Description of the task ▸ Every line below containing the word "City" should be found and copied.

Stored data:
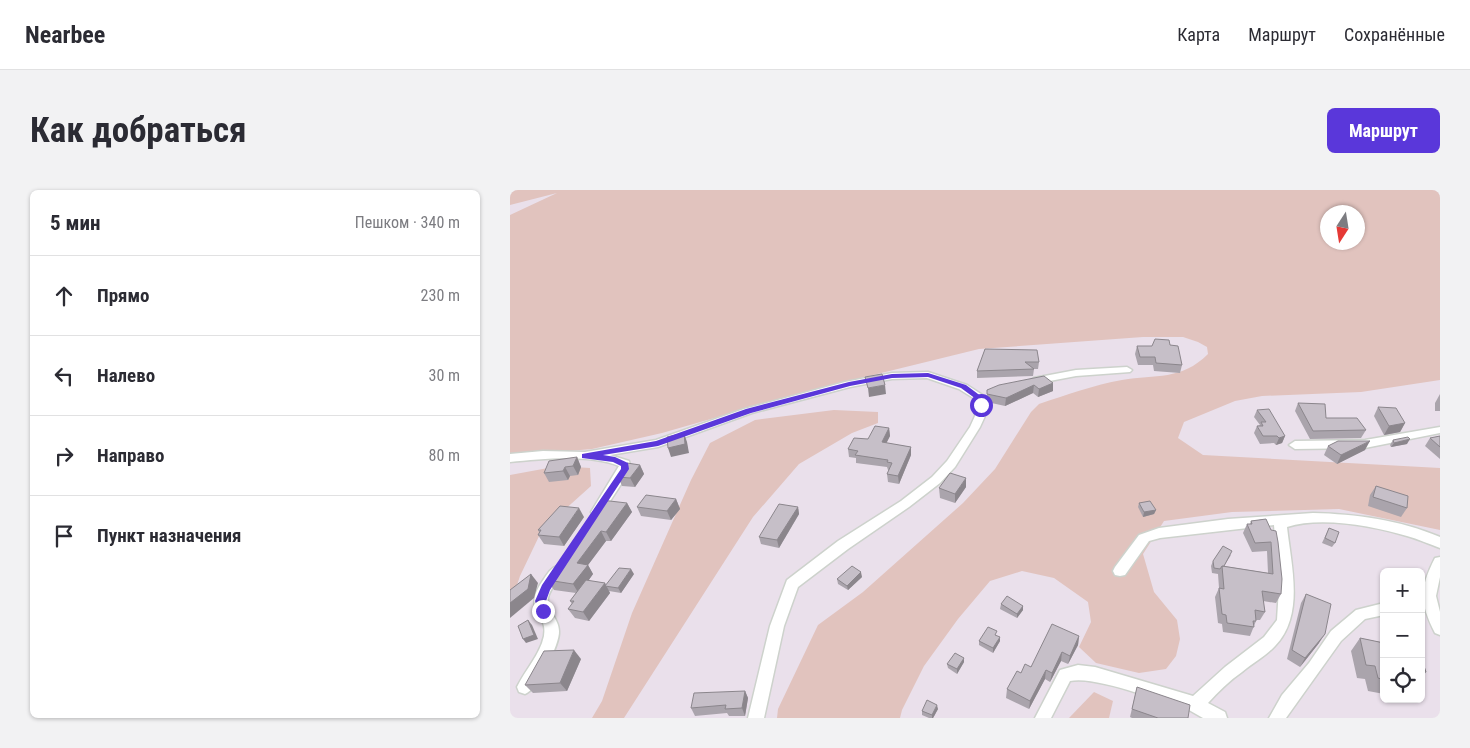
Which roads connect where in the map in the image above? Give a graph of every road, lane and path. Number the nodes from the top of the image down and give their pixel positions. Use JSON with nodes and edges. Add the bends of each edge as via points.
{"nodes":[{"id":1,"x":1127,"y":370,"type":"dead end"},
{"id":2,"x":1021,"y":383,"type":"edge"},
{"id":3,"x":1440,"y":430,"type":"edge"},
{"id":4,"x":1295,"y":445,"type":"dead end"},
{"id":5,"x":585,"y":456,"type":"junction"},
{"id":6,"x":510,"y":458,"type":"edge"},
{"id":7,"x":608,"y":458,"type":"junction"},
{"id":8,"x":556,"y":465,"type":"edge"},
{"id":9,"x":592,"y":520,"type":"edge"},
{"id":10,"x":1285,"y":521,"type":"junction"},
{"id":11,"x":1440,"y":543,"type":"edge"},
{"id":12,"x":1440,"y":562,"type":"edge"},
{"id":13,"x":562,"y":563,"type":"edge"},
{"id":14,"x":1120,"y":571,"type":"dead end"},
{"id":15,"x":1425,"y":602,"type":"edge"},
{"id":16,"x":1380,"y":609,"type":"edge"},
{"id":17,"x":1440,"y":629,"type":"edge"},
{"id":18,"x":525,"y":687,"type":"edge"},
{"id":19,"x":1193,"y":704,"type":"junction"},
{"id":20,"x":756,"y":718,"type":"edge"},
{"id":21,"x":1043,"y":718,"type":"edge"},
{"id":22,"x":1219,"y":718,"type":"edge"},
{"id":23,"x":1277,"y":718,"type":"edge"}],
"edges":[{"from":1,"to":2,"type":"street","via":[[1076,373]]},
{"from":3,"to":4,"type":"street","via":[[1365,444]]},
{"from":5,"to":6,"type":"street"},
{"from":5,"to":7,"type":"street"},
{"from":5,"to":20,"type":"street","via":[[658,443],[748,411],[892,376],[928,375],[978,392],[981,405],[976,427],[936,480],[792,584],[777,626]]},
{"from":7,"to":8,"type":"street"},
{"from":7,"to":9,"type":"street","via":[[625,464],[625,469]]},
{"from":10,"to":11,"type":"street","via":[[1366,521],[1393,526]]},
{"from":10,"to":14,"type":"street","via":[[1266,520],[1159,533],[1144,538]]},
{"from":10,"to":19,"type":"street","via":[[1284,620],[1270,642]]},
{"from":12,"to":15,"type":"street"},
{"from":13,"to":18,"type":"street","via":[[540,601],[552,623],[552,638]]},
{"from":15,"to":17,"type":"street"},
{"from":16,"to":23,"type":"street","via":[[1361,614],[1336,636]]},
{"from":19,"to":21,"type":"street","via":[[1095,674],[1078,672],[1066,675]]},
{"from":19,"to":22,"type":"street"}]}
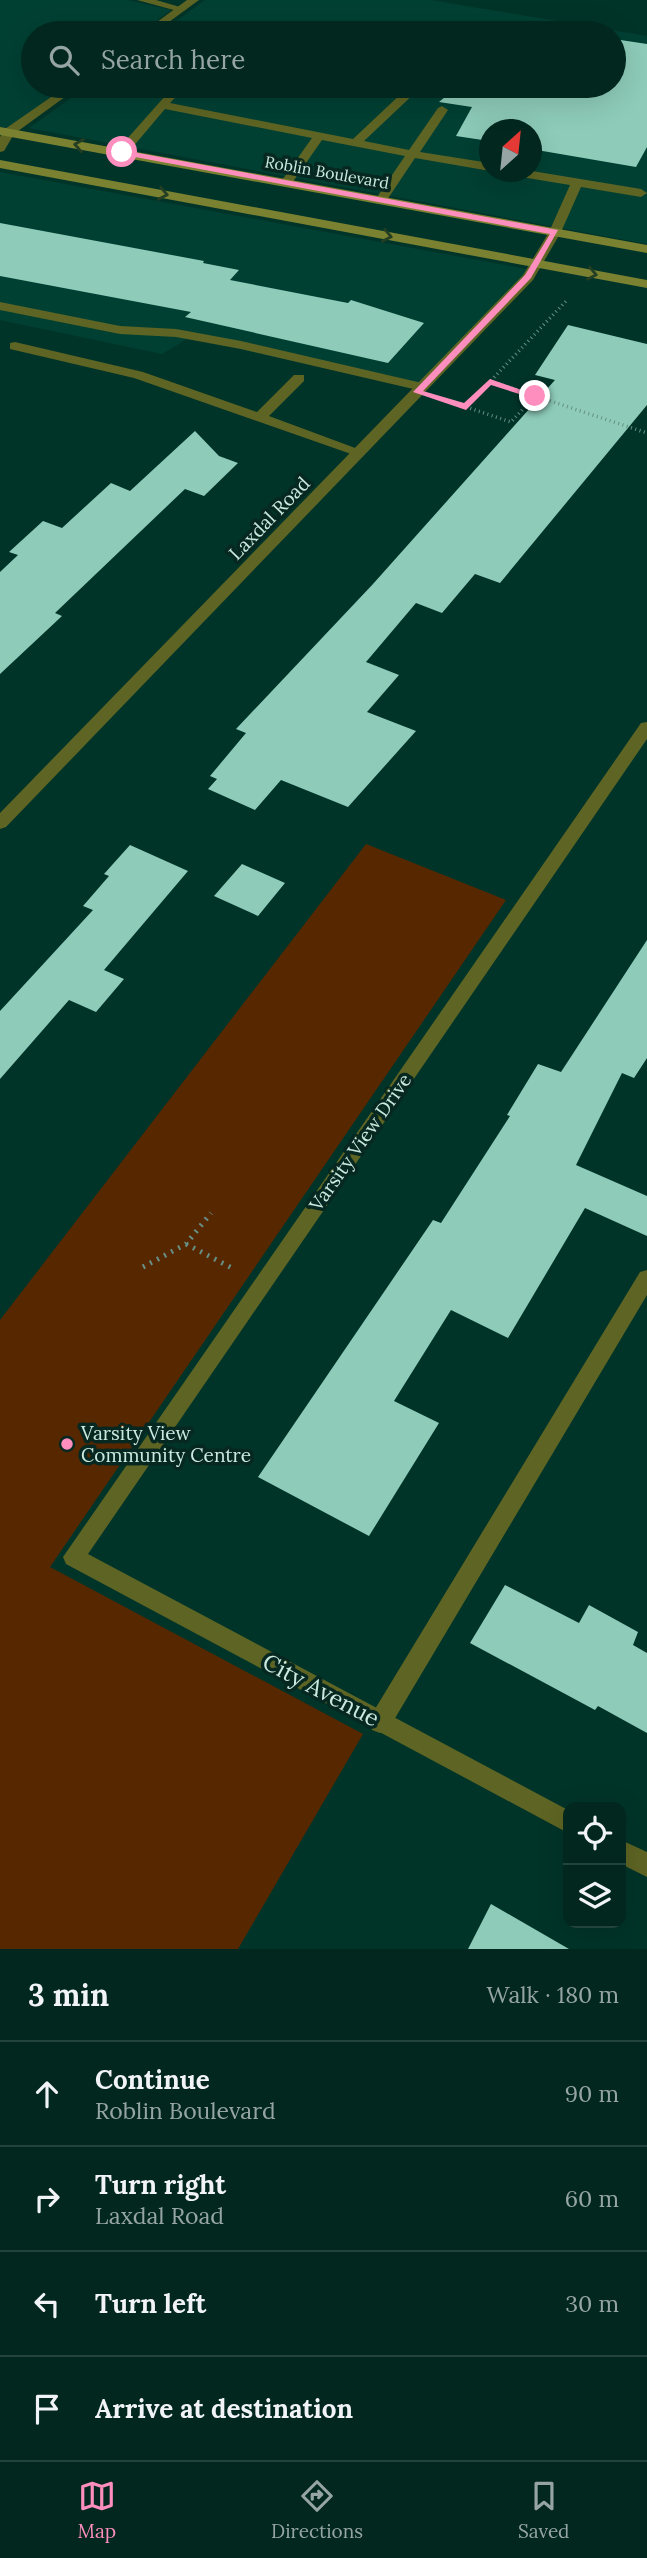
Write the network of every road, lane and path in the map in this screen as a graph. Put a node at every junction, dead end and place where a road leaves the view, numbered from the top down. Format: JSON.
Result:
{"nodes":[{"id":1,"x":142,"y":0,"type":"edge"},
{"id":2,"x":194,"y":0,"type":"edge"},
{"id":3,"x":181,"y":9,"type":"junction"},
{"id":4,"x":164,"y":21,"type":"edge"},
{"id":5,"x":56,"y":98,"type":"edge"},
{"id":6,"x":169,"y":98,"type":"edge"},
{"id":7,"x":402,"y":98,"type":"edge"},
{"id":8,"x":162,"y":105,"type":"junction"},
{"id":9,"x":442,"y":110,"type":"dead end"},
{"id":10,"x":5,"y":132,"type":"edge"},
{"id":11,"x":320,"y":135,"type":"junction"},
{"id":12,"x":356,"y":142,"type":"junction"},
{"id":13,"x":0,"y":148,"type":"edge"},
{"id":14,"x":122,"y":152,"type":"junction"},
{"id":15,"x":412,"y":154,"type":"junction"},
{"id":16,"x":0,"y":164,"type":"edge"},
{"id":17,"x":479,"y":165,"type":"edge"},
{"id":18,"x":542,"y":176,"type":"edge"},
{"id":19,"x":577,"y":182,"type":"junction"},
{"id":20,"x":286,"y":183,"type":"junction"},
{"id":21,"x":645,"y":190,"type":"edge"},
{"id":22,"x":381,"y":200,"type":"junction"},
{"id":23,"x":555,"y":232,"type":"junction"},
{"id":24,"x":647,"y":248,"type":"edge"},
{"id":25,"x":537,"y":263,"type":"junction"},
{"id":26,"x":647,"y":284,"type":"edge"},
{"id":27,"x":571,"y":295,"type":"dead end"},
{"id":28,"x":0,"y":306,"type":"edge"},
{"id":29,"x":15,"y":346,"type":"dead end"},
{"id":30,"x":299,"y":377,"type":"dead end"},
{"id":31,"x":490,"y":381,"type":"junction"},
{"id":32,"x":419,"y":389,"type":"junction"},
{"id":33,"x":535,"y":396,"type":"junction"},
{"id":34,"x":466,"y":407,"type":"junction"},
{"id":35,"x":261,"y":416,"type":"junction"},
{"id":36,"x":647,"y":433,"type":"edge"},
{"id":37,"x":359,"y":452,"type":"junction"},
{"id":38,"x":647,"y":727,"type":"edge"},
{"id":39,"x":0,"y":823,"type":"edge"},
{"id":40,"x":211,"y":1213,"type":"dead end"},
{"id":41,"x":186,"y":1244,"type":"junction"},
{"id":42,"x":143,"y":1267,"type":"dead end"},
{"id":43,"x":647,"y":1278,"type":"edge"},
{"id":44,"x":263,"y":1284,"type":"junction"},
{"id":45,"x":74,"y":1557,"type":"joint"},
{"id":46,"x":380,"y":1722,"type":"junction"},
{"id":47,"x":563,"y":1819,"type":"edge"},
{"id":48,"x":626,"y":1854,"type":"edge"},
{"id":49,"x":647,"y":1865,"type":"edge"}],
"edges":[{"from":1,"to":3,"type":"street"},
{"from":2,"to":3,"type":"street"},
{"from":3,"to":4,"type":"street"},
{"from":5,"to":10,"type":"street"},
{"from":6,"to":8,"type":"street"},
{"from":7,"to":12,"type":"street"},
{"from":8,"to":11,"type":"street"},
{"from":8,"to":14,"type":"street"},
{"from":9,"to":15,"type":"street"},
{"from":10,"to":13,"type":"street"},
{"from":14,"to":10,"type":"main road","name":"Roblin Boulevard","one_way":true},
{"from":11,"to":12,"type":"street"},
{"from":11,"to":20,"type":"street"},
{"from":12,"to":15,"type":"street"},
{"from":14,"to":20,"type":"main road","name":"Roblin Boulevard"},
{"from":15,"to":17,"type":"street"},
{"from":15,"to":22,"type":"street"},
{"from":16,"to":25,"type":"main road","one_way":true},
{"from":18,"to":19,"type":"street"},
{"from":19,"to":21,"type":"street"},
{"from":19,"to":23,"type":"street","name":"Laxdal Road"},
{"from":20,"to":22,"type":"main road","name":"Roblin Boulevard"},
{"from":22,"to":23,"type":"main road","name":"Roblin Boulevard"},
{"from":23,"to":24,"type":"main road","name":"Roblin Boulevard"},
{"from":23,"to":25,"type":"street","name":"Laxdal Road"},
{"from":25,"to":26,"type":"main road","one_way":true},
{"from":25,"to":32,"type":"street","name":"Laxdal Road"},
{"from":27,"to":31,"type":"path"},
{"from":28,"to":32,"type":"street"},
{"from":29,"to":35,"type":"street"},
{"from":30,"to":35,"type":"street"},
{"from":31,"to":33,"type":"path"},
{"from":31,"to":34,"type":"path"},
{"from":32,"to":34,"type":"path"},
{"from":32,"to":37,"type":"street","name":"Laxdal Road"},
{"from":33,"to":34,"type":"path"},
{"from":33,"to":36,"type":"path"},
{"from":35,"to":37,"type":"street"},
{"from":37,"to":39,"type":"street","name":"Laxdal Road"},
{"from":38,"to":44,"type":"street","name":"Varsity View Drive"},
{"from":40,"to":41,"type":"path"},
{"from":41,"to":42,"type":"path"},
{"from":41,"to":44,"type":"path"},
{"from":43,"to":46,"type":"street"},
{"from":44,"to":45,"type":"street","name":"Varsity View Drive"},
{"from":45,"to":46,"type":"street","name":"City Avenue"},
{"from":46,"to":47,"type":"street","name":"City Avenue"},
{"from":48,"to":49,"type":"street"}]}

Solution below ▸
{"from":45,"to":46,"type":"street","name":"City Avenue"},
{"from":46,"to":47,"type":"street","name":"City Avenue"},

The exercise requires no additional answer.